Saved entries
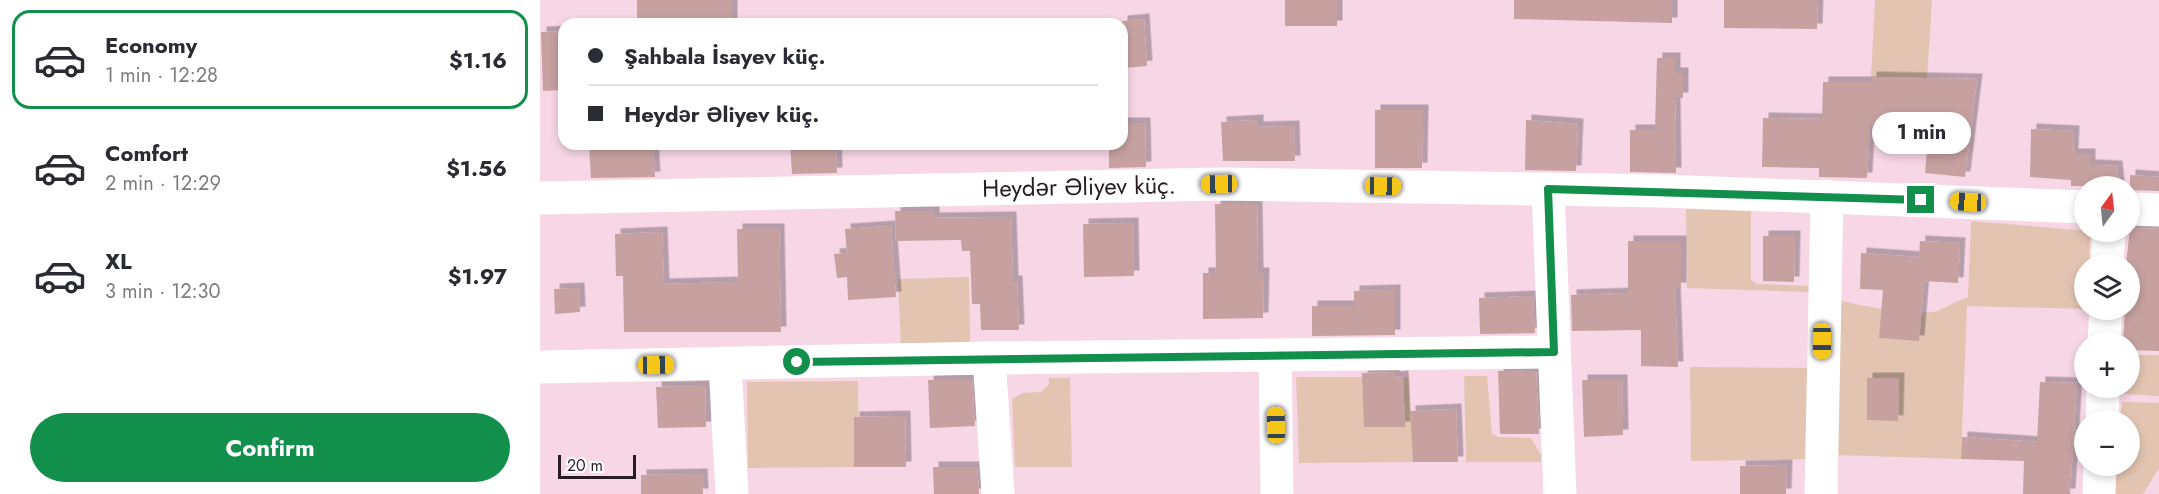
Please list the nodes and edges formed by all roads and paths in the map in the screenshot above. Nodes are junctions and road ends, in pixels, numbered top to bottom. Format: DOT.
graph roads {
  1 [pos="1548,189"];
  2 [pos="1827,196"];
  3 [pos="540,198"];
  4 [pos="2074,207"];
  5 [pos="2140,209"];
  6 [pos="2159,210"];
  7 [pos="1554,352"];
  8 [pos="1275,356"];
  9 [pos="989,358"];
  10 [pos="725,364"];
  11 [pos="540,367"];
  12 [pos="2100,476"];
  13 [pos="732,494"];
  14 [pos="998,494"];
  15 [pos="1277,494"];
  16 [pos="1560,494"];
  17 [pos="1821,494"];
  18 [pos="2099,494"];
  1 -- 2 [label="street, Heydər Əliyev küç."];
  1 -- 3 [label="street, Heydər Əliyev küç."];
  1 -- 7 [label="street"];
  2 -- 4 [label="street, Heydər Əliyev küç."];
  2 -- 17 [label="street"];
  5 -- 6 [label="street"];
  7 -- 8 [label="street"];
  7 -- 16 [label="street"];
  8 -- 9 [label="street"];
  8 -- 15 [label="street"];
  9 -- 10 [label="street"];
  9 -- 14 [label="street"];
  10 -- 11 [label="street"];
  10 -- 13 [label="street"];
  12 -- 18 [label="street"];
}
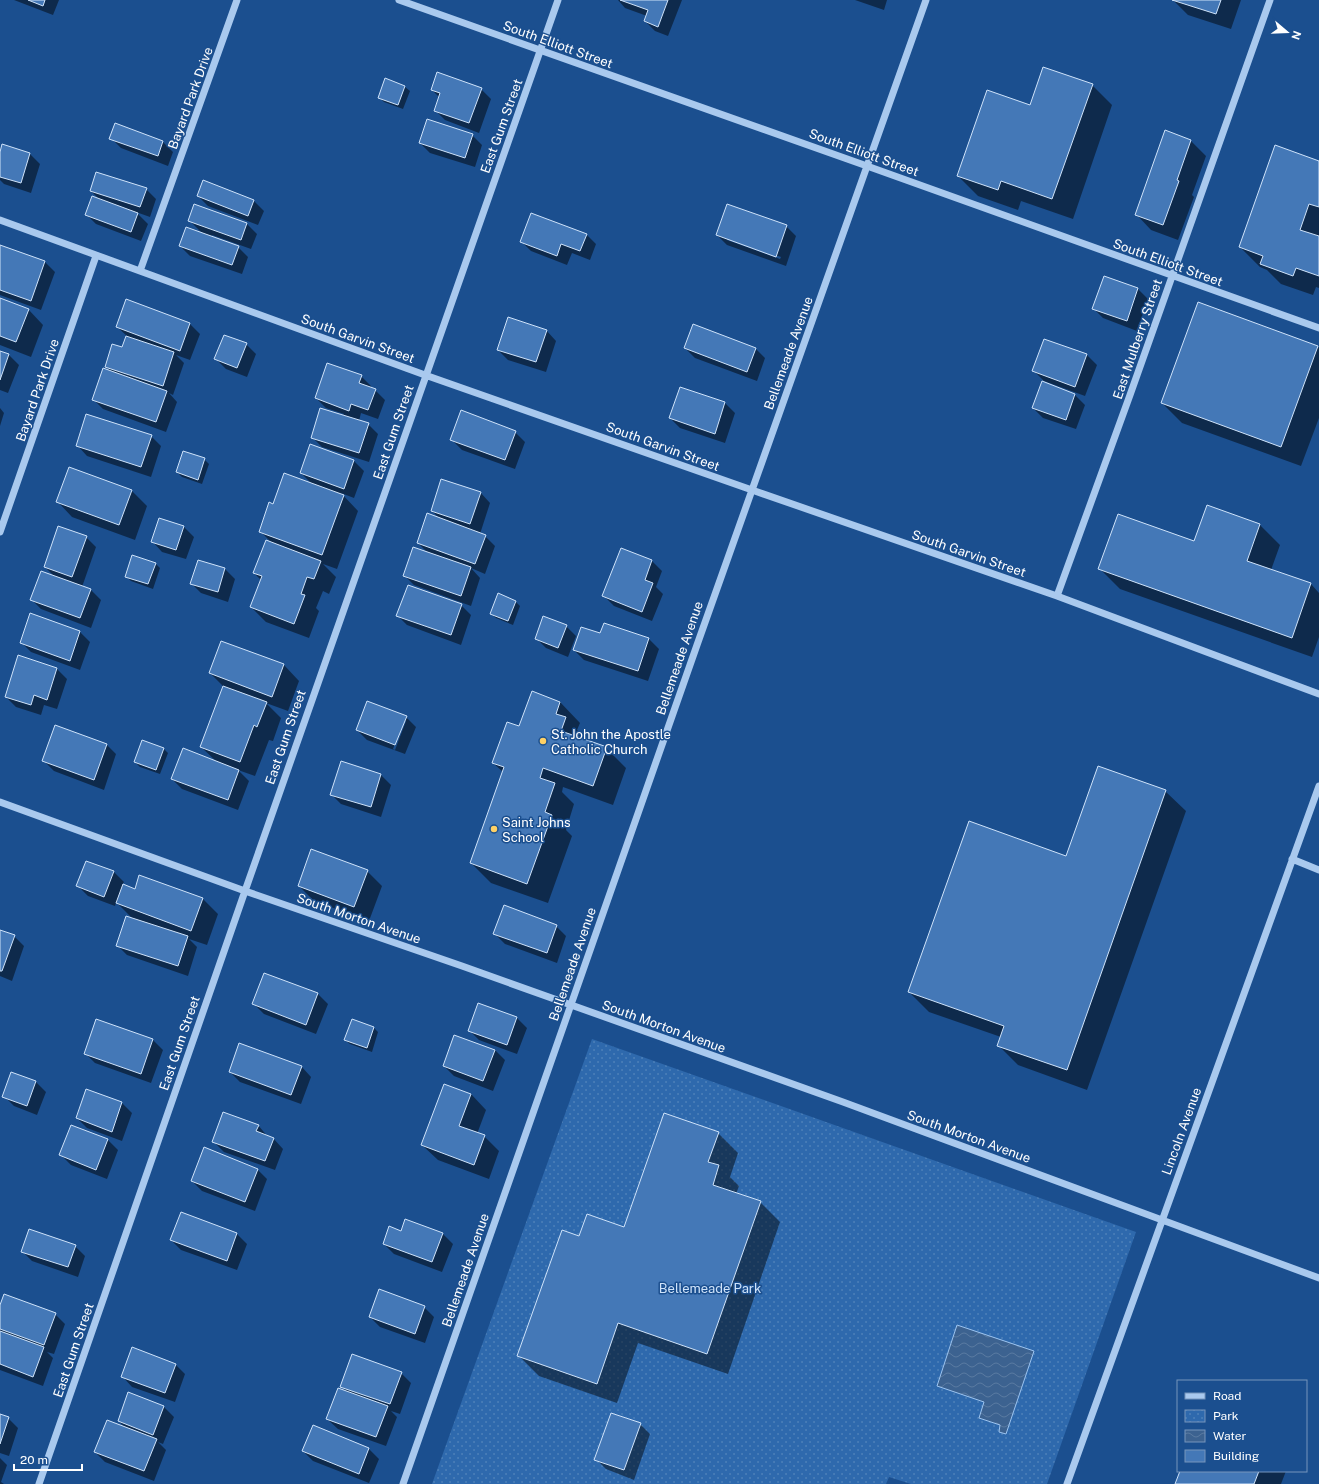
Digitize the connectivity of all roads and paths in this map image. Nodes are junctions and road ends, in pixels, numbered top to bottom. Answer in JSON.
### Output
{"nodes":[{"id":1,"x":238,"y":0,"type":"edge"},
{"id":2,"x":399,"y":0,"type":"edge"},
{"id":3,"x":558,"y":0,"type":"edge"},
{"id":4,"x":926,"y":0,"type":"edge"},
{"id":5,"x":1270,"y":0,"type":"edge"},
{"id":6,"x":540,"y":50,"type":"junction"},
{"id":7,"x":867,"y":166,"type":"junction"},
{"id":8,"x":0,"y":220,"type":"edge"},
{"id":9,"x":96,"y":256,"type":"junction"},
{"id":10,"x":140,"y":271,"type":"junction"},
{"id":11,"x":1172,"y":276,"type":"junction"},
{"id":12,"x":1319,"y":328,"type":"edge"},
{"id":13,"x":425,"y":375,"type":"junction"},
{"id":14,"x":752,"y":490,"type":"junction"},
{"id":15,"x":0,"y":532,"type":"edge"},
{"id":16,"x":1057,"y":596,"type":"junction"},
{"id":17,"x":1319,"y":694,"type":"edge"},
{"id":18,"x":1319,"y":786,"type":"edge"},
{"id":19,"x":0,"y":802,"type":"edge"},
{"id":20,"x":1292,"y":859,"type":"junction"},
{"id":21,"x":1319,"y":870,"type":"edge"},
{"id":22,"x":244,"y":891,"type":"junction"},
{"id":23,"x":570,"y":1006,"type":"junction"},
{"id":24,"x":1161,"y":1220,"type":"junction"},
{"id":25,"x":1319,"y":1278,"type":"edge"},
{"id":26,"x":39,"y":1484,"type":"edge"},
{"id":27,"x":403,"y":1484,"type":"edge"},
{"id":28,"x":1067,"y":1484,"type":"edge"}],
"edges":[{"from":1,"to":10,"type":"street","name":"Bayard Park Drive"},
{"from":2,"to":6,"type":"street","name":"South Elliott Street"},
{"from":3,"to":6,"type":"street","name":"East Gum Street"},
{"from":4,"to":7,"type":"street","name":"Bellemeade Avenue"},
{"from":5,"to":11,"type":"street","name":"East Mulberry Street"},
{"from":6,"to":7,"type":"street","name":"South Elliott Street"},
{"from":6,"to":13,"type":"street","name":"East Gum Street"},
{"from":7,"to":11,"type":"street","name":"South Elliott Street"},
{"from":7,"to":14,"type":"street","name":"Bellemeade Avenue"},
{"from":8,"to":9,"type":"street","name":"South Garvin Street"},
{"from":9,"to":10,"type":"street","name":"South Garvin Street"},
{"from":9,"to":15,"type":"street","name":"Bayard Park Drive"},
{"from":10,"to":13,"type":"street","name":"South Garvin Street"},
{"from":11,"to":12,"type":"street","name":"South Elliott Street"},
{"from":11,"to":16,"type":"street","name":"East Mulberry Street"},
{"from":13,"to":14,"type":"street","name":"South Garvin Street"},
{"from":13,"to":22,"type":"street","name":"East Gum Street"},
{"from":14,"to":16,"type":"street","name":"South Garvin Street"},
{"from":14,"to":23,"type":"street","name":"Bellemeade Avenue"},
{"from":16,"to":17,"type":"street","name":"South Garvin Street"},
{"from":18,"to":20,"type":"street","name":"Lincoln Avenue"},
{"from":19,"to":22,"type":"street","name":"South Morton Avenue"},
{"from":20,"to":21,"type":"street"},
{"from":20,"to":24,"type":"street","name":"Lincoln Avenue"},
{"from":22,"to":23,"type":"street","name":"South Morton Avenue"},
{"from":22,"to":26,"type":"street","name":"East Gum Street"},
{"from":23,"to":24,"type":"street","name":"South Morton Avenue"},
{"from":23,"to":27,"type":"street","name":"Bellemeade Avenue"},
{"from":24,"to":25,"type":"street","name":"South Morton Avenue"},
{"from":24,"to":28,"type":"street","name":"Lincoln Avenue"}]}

- _Work request_
Begin at the first line of the entries above and return each line exactly, stopping after the line that contains "Digitize the connectivity". Pictures do not belong in the copy.

- _Answer for the task_
Please list the nodes and edges formed by all roads and paths in the map in the screenshot above. Nodes are junctions and road ends, in pixels, numbered top to bottom. Format: DOT.
graph roads {
  1 [pos="1548,189"];
  2 [pos="1827,196"];
  3 [pos="540,198"];
  4 [pos="2074,207"];
  5 [pos="2140,209"];
  6 [pos="2159,210"];
  7 [pos="1554,352"];
  8 [pos="1275,356"];
  9 [pos="989,358"];
  10 [pos="725,364"];
  11 [pos="540,367"];
  12 [pos="2100,476"];
  13 [pos="732,494"];
  14 [pos="998,494"];
  15 [pos="1277,494"];
  16 [pos="1560,494"];
  17 [pos="1821,494"];
  18 [pos="2099,494"];
  1 -- 2 [label="street, Heydər Əliyev küç."];
  1 -- 3 [label="street, Heydər Əliyev küç."];
  1 -- 7 [label="street"];
  2 -- 4 [label="street, Heydər Əliyev küç."];
  2 -- 17 [label="street"];
  5 -- 6 [label="street"];
  7 -- 8 [label="street"];
  7 -- 16 [label="street"];
  8 -- 9 [label="street"];
  8 -- 15 [label="street"];
  9 -- 10 [label="street"];
  9 -- 14 [label="street"];
  10 -- 11 [label="street"];
  10 -- 13 [label="street"];
  12 -- 18 [label="street"];
}
Digitize the connectivity of all roads and paths in this map image. Nodes are junctions and road ends, in pixels, numbered top to bottom. Answer in JSON.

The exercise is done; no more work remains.